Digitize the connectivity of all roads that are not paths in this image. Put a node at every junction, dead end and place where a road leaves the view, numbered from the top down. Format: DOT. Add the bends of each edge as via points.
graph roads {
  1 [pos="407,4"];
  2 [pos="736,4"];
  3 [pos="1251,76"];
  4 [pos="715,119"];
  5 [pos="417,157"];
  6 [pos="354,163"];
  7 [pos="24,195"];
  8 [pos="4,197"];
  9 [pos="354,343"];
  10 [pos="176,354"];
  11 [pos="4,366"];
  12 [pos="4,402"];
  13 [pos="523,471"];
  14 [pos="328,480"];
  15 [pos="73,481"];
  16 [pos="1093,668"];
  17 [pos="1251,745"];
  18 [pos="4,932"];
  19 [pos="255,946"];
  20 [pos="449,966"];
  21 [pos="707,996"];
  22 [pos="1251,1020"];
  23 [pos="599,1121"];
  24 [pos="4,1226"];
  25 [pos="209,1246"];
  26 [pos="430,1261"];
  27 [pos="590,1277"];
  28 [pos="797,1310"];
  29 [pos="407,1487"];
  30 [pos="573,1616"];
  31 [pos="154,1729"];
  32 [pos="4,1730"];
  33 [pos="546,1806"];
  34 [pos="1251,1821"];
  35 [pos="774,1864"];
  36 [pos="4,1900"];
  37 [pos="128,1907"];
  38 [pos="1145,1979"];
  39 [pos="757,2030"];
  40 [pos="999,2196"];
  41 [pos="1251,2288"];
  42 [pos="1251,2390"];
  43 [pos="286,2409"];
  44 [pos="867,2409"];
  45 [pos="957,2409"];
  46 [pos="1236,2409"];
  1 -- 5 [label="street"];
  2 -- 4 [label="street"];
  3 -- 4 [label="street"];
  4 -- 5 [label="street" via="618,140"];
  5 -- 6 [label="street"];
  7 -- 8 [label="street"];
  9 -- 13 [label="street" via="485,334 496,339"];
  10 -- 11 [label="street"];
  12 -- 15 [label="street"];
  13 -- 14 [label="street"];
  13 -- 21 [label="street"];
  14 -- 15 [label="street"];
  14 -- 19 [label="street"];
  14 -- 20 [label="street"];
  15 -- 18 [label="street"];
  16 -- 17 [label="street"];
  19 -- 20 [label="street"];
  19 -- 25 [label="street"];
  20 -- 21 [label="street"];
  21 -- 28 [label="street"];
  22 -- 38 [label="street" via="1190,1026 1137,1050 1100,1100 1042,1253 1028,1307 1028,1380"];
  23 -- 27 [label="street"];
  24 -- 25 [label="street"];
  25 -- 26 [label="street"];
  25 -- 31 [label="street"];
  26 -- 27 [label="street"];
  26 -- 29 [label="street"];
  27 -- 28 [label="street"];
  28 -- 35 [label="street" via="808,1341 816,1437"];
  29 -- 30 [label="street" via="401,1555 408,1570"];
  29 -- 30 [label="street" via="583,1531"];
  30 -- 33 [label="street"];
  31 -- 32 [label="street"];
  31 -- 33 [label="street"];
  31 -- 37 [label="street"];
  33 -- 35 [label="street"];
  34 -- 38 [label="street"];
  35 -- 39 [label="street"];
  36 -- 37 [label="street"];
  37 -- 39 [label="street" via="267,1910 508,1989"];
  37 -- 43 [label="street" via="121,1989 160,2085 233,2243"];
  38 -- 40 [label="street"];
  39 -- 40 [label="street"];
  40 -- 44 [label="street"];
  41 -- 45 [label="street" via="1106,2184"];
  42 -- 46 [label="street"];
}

◆ ◆ ◆

_What you are asked to do_:
Output the records again in full. Keep every character as written.

_Result of the task_:
Digitize the connectivity of all roads that are not paths in this image. Put a node at every junction, dead end and place where a road leaves the view, numbered from the top down. Format: DOT. Add the bends of each edge as via points.
graph roads {
  1 [pos="407,4"];
  2 [pos="736,4"];
  3 [pos="1251,76"];
  4 [pos="715,119"];
  5 [pos="417,157"];
  6 [pos="354,163"];
  7 [pos="24,195"];
  8 [pos="4,197"];
  9 [pos="354,343"];
  10 [pos="176,354"];
  11 [pos="4,366"];
  12 [pos="4,402"];
  13 [pos="523,471"];
  14 [pos="328,480"];
  15 [pos="73,481"];
  16 [pos="1093,668"];
  17 [pos="1251,745"];
  18 [pos="4,932"];
  19 [pos="255,946"];
  20 [pos="449,966"];
  21 [pos="707,996"];
  22 [pos="1251,1020"];
  23 [pos="599,1121"];
  24 [pos="4,1226"];
  25 [pos="209,1246"];
  26 [pos="430,1261"];
  27 [pos="590,1277"];
  28 [pos="797,1310"];
  29 [pos="407,1487"];
  30 [pos="573,1616"];
  31 [pos="154,1729"];
  32 [pos="4,1730"];
  33 [pos="546,1806"];
  34 [pos="1251,1821"];
  35 [pos="774,1864"];
  36 [pos="4,1900"];
  37 [pos="128,1907"];
  38 [pos="1145,1979"];
  39 [pos="757,2030"];
  40 [pos="999,2196"];
  41 [pos="1251,2288"];
  42 [pos="1251,2390"];
  43 [pos="286,2409"];
  44 [pos="867,2409"];
  45 [pos="957,2409"];
  46 [pos="1236,2409"];
  1 -- 5 [label="street"];
  2 -- 4 [label="street"];
  3 -- 4 [label="street"];
  4 -- 5 [label="street" via="618,140"];
  5 -- 6 [label="street"];
  7 -- 8 [label="street"];
  9 -- 13 [label="street" via="485,334 496,339"];
  10 -- 11 [label="street"];
  12 -- 15 [label="street"];
  13 -- 14 [label="street"];
  13 -- 21 [label="street"];
  14 -- 15 [label="street"];
  14 -- 19 [label="street"];
  14 -- 20 [label="street"];
  15 -- 18 [label="street"];
  16 -- 17 [label="street"];
  19 -- 20 [label="street"];
  19 -- 25 [label="street"];
  20 -- 21 [label="street"];
  21 -- 28 [label="street"];
  22 -- 38 [label="street" via="1190,1026 1137,1050 1100,1100 1042,1253 1028,1307 1028,1380"];
  23 -- 27 [label="street"];
  24 -- 25 [label="street"];
  25 -- 26 [label="street"];
  25 -- 31 [label="street"];
  26 -- 27 [label="street"];
  26 -- 29 [label="street"];
  27 -- 28 [label="street"];
  28 -- 35 [label="street" via="808,1341 816,1437"];
  29 -- 30 [label="street" via="401,1555 408,1570"];
  29 -- 30 [label="street" via="583,1531"];
  30 -- 33 [label="street"];
  31 -- 32 [label="street"];
  31 -- 33 [label="street"];
  31 -- 37 [label="street"];
  33 -- 35 [label="street"];
  34 -- 38 [label="street"];
  35 -- 39 [label="street"];
  36 -- 37 [label="street"];
  37 -- 39 [label="street" via="267,1910 508,1989"];
  37 -- 43 [label="street" via="121,1989 160,2085 233,2243"];
  38 -- 40 [label="street"];
  39 -- 40 [label="street"];
  40 -- 44 [label="street"];
  41 -- 45 [label="street" via="1106,2184"];
  42 -- 46 [label="street"];
}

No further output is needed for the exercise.